### SOURCE DATA

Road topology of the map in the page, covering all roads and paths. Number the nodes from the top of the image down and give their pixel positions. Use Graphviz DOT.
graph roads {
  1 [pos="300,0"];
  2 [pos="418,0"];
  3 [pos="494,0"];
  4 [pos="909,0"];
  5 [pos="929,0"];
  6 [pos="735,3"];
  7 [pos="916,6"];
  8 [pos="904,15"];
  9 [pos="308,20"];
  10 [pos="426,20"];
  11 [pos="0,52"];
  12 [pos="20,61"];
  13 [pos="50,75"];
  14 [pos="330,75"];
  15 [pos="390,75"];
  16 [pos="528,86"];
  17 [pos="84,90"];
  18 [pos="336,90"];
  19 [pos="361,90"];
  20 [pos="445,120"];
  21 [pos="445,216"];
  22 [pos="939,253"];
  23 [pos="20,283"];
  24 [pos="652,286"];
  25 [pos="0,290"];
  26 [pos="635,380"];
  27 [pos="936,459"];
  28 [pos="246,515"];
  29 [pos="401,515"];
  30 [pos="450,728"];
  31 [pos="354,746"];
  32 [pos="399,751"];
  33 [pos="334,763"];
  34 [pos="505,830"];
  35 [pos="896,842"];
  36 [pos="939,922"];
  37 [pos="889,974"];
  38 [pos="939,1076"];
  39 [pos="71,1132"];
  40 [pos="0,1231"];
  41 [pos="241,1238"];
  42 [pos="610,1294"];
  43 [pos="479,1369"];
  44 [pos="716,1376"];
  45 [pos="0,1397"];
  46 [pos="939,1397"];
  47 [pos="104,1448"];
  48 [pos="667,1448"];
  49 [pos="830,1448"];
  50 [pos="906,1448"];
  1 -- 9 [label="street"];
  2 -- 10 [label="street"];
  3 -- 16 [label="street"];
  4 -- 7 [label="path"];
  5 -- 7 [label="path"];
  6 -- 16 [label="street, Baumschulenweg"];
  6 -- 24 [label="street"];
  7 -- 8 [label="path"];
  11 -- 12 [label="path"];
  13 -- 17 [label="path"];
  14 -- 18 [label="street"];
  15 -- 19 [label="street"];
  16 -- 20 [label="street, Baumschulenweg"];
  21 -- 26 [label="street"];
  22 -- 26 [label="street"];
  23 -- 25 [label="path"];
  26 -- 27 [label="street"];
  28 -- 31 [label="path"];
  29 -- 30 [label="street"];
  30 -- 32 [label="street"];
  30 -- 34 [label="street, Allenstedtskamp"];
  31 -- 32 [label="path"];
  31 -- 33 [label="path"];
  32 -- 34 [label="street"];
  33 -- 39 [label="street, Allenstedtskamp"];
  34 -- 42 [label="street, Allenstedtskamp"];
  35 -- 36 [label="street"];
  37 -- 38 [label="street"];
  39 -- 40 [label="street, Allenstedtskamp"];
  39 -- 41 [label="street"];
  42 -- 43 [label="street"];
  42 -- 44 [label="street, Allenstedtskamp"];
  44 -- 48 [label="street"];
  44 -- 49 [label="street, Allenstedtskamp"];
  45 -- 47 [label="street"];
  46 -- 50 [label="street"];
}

### PROBLEM STATEMENT
Could you copy out every line in the material above that contains the string "Allenstedtskamp"?

### SOLUTION FOR THIS PROBLEM
  30 -- 34 [label="street, Allenstedtskamp"];
  33 -- 39 [label="street, Allenstedtskamp"];
  34 -- 42 [label="street, Allenstedtskamp"];
  39 -- 40 [label="street, Allenstedtskamp"];
  42 -- 44 [label="street, Allenstedtskamp"];
  44 -- 49 [label="street, Allenstedtskamp"];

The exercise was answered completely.